> [Input records]:
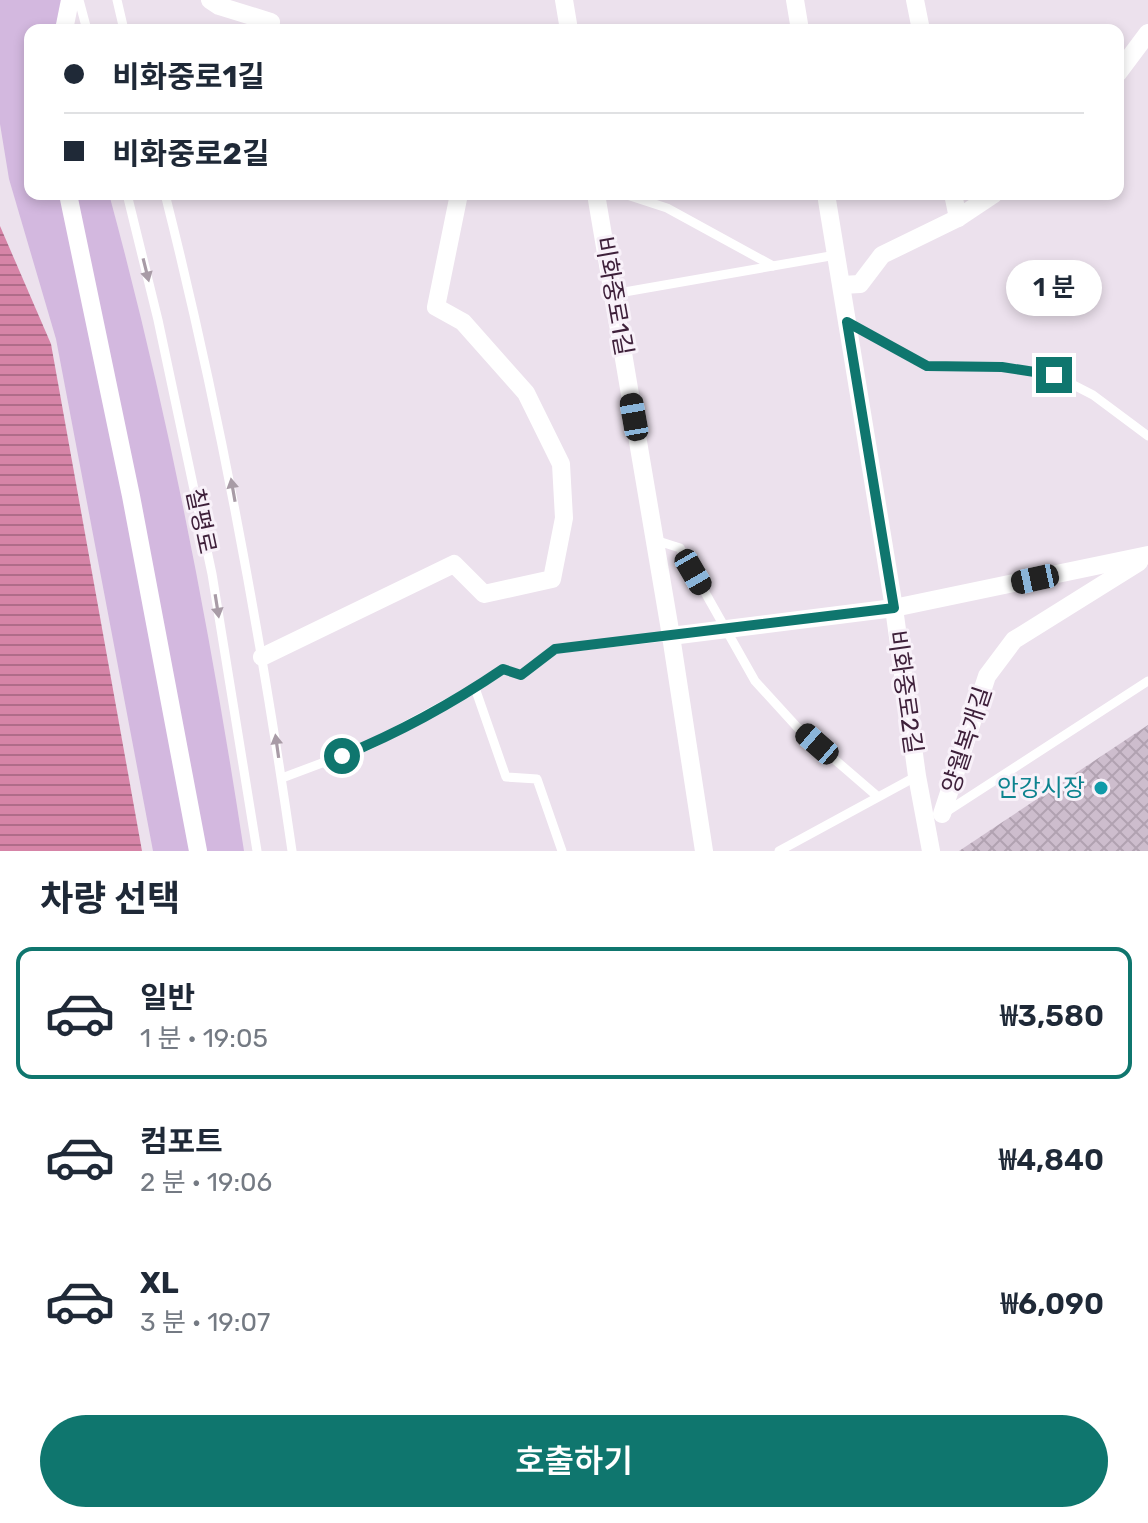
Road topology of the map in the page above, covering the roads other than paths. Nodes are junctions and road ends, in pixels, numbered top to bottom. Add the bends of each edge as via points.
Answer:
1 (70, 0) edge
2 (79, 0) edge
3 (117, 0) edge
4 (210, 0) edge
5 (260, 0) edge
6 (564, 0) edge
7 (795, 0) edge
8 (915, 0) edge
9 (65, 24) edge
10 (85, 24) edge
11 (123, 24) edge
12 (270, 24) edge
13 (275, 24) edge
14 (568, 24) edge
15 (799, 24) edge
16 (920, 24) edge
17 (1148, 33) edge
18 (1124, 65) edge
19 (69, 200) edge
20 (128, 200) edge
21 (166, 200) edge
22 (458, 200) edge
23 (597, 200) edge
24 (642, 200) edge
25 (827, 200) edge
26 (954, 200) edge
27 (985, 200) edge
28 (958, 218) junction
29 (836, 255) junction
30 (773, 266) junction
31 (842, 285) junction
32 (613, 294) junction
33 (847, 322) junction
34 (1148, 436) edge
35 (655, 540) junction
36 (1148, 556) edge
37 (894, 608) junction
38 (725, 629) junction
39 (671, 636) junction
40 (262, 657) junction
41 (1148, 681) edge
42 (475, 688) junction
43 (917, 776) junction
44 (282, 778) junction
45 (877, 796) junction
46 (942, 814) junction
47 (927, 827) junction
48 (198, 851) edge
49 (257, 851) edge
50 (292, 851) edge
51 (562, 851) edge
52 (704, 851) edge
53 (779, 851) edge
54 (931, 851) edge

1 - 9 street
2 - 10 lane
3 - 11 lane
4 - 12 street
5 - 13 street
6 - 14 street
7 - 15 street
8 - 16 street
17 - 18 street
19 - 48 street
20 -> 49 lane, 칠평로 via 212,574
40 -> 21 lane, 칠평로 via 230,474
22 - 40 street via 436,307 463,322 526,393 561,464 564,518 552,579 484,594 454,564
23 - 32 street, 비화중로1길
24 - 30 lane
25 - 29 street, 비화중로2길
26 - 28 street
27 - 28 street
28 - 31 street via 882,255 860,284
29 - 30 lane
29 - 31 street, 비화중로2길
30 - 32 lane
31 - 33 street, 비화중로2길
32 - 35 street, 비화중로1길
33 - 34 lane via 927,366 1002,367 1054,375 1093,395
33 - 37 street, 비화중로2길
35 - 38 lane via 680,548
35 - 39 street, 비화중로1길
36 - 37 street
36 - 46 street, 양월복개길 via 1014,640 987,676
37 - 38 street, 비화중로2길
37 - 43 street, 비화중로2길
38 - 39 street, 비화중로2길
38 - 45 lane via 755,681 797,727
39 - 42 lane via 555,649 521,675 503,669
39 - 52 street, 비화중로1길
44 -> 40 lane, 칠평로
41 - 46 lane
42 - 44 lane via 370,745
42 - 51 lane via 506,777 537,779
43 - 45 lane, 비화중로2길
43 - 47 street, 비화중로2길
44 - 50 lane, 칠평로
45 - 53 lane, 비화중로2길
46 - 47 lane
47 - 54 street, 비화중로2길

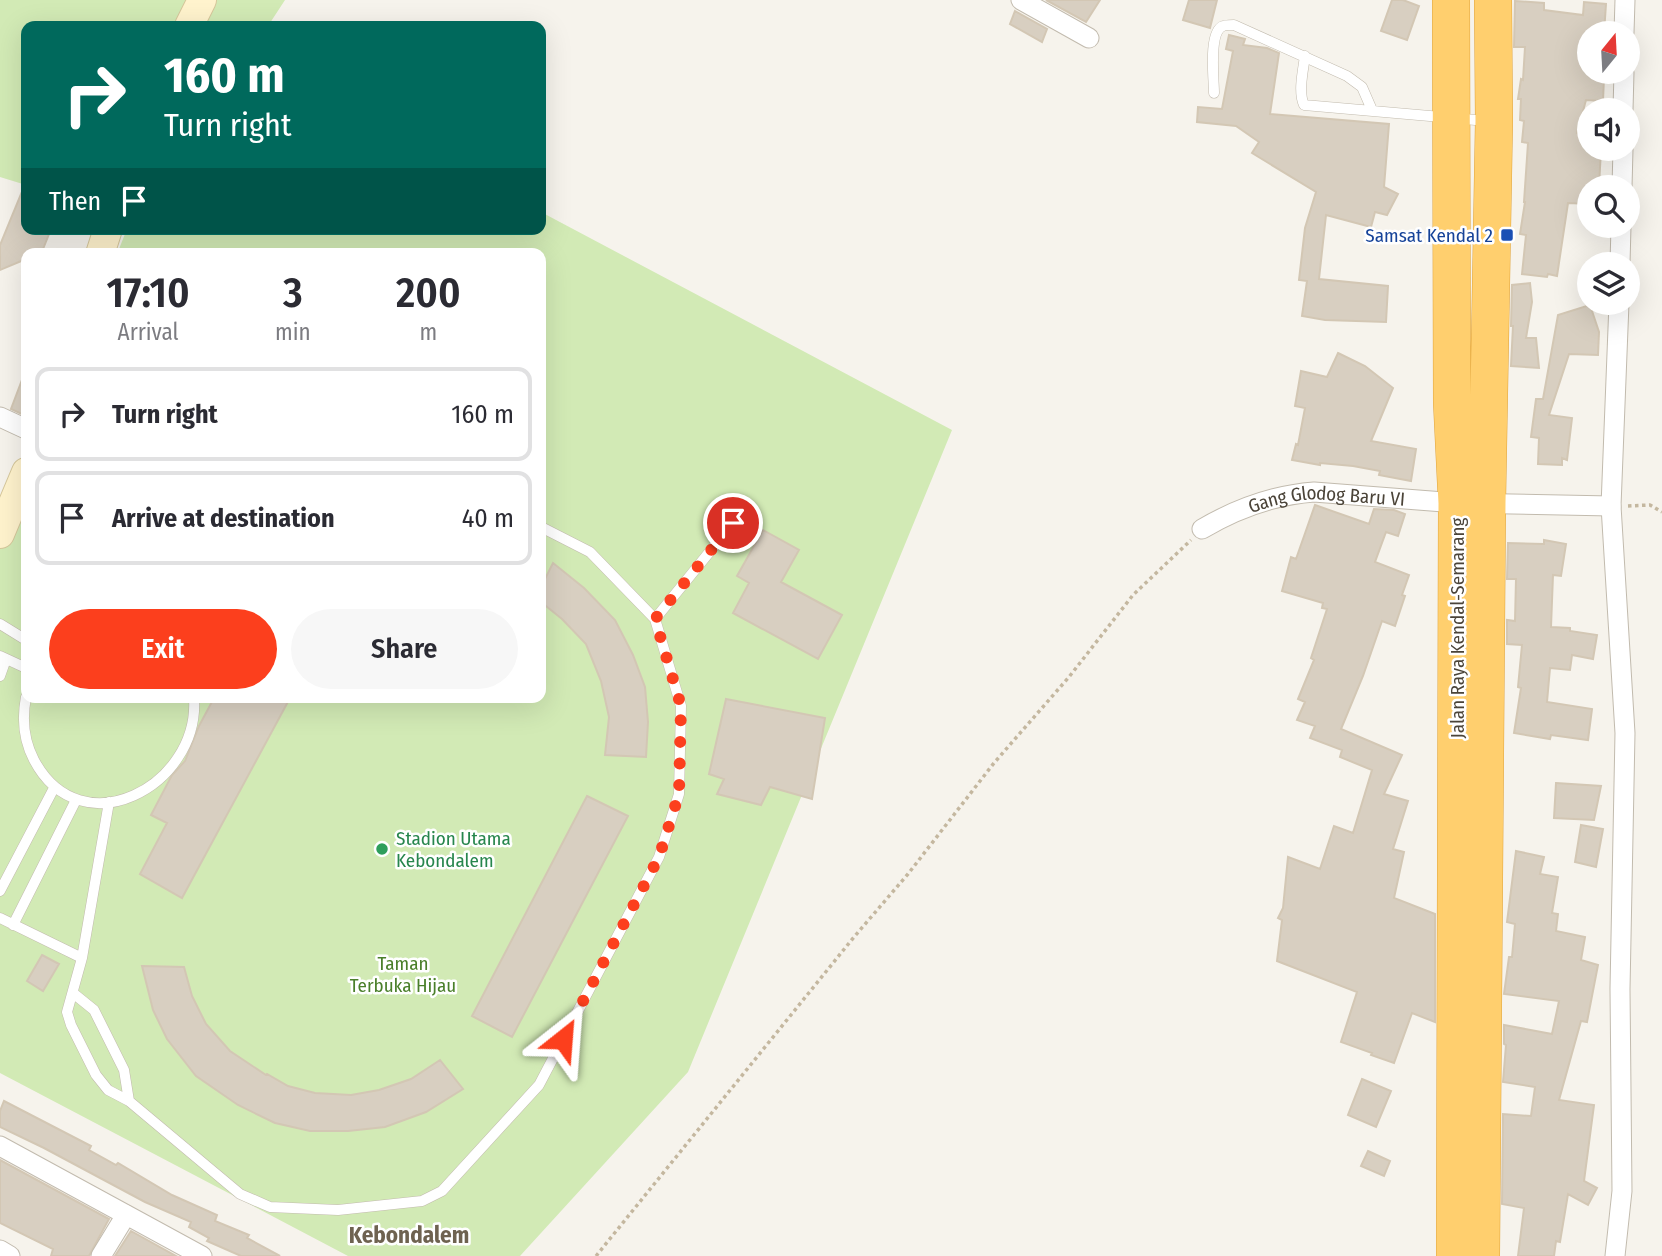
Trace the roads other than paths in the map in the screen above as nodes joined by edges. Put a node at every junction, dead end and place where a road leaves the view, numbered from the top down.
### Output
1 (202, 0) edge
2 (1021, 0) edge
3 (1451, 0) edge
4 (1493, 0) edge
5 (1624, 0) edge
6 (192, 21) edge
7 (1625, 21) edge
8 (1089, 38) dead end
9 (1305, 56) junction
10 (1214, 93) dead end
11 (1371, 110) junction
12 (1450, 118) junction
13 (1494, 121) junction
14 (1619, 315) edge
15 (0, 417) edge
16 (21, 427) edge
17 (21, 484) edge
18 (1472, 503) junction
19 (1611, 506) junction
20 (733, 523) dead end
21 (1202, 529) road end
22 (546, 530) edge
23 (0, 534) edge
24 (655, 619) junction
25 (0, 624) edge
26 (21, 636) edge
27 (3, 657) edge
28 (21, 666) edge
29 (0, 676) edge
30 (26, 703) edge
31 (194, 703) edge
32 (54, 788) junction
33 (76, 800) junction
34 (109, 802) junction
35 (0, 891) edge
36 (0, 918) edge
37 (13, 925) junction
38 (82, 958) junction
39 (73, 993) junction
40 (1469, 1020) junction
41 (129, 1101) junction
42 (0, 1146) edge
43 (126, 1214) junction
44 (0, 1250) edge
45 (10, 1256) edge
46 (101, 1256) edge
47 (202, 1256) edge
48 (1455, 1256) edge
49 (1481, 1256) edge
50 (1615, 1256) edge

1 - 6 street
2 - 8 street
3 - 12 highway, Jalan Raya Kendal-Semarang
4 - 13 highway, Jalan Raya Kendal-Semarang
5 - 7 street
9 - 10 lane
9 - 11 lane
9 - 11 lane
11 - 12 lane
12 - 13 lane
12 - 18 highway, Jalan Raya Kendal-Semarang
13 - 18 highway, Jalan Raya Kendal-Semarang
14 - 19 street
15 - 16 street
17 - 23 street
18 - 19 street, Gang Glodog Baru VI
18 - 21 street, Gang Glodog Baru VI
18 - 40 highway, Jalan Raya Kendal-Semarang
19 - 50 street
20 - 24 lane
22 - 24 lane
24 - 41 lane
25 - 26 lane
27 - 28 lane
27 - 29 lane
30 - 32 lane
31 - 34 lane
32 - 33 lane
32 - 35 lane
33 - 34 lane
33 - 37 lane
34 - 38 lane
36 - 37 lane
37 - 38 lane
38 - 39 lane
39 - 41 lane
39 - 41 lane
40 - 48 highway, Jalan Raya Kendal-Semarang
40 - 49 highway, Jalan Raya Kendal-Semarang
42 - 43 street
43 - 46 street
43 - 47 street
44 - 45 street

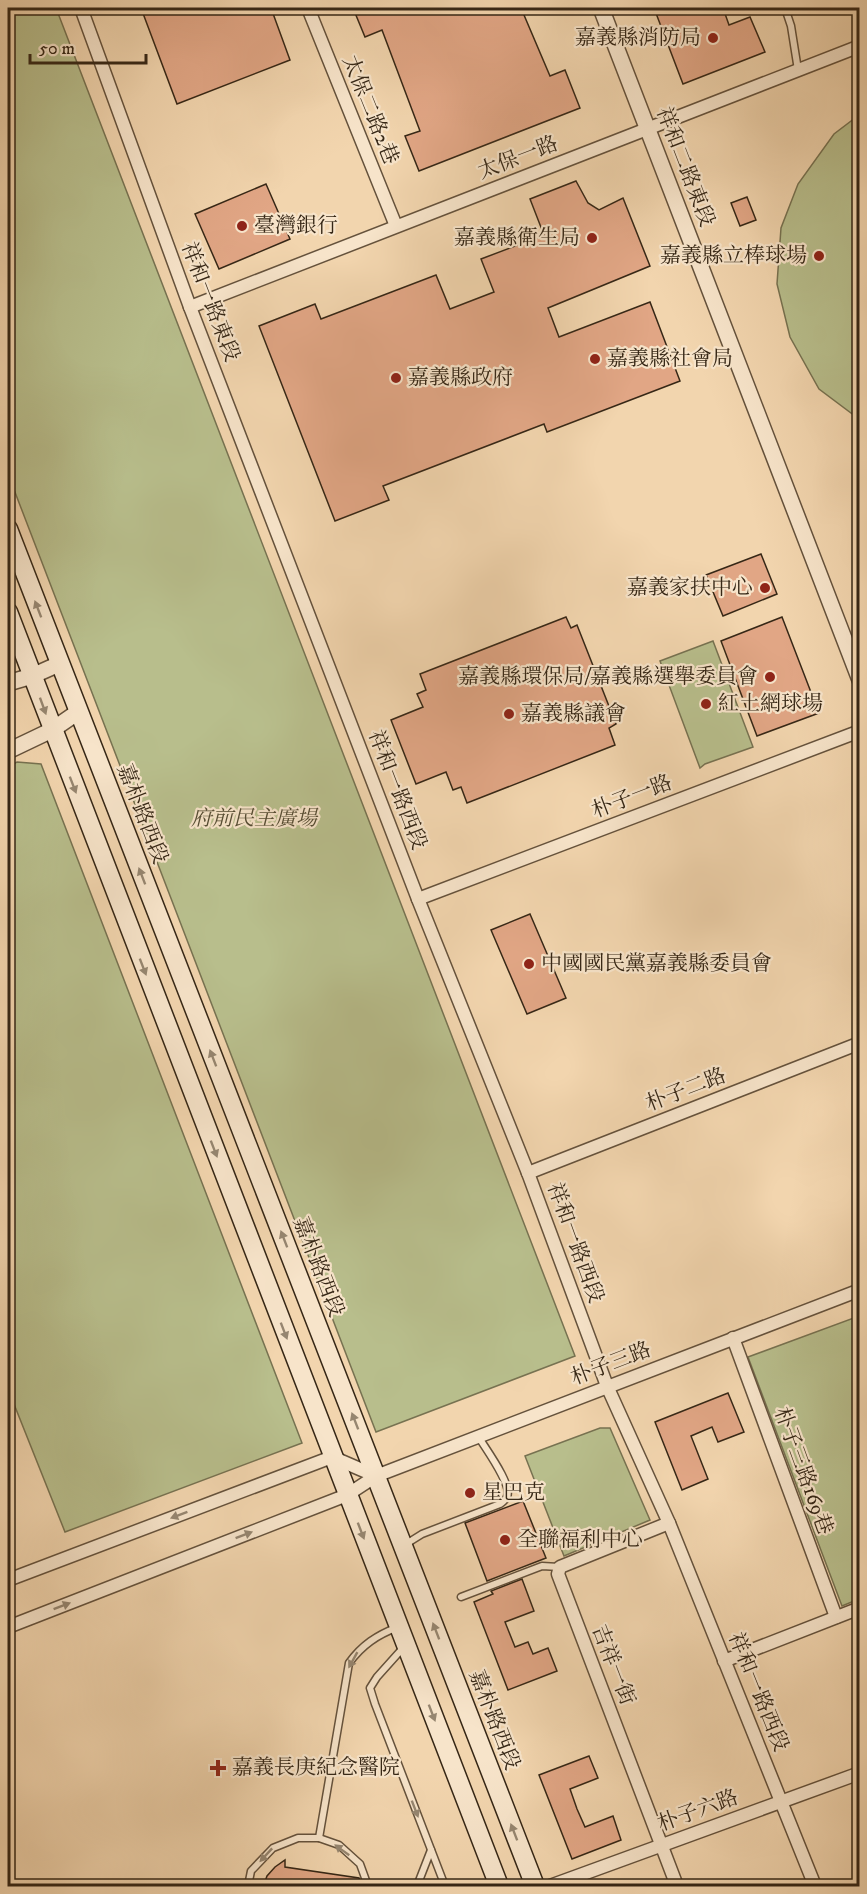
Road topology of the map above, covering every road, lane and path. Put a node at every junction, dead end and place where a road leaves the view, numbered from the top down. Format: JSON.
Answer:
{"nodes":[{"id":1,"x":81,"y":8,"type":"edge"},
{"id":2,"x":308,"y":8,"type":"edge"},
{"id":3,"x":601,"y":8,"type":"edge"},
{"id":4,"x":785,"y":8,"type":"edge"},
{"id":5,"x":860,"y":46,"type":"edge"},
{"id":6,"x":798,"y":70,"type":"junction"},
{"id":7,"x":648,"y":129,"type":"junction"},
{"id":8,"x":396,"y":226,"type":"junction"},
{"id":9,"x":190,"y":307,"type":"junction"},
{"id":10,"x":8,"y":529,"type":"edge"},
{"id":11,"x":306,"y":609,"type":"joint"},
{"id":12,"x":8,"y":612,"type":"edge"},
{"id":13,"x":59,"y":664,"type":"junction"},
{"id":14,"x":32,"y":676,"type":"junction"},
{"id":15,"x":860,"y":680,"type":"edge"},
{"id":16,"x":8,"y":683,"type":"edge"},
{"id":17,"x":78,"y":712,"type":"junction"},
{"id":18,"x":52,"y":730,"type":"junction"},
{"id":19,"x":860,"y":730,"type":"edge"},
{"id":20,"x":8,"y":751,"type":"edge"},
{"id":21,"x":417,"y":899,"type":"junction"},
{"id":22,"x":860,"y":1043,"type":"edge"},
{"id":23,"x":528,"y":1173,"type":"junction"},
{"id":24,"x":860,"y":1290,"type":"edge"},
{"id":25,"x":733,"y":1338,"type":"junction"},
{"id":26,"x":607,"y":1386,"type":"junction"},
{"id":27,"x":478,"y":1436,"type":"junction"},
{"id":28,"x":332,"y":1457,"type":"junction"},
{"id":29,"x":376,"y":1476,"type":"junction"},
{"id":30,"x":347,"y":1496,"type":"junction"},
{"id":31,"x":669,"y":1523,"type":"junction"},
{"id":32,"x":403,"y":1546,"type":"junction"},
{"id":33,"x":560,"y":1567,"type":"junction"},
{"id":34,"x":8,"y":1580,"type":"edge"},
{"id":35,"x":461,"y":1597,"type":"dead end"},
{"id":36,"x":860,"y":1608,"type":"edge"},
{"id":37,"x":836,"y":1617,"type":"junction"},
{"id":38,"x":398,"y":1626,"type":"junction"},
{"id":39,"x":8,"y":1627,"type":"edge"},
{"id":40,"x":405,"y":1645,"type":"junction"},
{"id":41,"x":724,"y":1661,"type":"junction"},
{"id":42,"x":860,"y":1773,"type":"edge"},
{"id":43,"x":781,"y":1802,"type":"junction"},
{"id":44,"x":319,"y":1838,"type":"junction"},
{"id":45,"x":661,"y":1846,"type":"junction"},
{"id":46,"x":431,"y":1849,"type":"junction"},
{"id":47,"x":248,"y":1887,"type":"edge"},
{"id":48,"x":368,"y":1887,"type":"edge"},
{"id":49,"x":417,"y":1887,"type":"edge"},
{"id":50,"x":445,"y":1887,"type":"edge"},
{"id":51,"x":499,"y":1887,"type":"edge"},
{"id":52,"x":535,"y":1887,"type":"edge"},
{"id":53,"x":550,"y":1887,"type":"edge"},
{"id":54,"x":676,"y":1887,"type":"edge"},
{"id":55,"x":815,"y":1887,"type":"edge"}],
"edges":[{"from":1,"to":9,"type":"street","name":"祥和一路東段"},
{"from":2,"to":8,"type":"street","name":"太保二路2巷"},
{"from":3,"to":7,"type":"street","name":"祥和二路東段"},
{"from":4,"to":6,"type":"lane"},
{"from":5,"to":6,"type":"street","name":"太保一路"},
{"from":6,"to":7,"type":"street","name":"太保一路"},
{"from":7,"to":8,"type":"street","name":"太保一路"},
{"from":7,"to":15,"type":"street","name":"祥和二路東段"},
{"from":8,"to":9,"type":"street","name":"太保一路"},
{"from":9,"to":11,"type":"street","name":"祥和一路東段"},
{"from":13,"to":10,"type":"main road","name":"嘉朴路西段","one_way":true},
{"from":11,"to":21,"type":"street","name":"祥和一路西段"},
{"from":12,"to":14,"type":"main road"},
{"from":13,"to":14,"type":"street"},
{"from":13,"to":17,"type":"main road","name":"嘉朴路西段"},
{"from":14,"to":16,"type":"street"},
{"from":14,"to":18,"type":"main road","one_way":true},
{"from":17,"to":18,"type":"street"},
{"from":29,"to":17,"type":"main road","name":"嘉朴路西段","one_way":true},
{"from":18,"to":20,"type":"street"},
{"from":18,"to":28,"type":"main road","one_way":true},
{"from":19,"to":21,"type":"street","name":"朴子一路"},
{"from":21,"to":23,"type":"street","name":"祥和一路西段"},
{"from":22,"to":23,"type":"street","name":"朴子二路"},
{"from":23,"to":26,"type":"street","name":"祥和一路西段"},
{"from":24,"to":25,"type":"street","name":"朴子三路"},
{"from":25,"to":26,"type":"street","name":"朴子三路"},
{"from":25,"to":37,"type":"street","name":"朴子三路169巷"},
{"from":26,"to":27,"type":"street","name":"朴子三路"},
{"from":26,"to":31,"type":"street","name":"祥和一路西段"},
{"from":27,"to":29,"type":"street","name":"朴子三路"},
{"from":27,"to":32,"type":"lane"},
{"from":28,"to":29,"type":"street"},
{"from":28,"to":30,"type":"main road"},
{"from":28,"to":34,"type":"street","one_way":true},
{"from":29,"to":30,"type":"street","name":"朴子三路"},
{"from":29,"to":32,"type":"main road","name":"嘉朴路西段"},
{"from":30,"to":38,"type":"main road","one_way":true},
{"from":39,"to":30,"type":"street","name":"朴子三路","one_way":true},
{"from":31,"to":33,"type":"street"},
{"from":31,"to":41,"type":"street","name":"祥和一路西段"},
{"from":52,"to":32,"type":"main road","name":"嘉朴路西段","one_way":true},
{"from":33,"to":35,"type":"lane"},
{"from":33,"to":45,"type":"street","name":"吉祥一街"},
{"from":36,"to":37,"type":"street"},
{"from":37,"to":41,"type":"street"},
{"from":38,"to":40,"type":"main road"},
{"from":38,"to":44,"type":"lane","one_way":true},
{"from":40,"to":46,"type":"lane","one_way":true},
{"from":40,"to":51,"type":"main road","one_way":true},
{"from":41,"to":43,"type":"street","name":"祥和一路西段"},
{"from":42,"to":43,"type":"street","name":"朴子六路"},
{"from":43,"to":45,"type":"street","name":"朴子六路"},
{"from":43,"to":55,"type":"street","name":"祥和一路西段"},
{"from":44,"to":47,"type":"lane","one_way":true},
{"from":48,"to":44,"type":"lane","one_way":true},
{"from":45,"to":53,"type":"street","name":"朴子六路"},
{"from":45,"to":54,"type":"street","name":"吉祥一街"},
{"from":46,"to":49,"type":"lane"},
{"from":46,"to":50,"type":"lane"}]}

> [Exercise prompt]:
Return all lines above that mention the word "other".

> [Response to the task]:
Road topology of the map in the page above, covering the roads other than paths. Nodes are junctions and road ends, in pixels, numbered top to bottom. Add the bends of each edge as via points.
Trace the roads other than paths in the map in the screen above as nodes joined by edges. Put a node at every junction, dead end and place where a road leaves the view, numbered from the top down.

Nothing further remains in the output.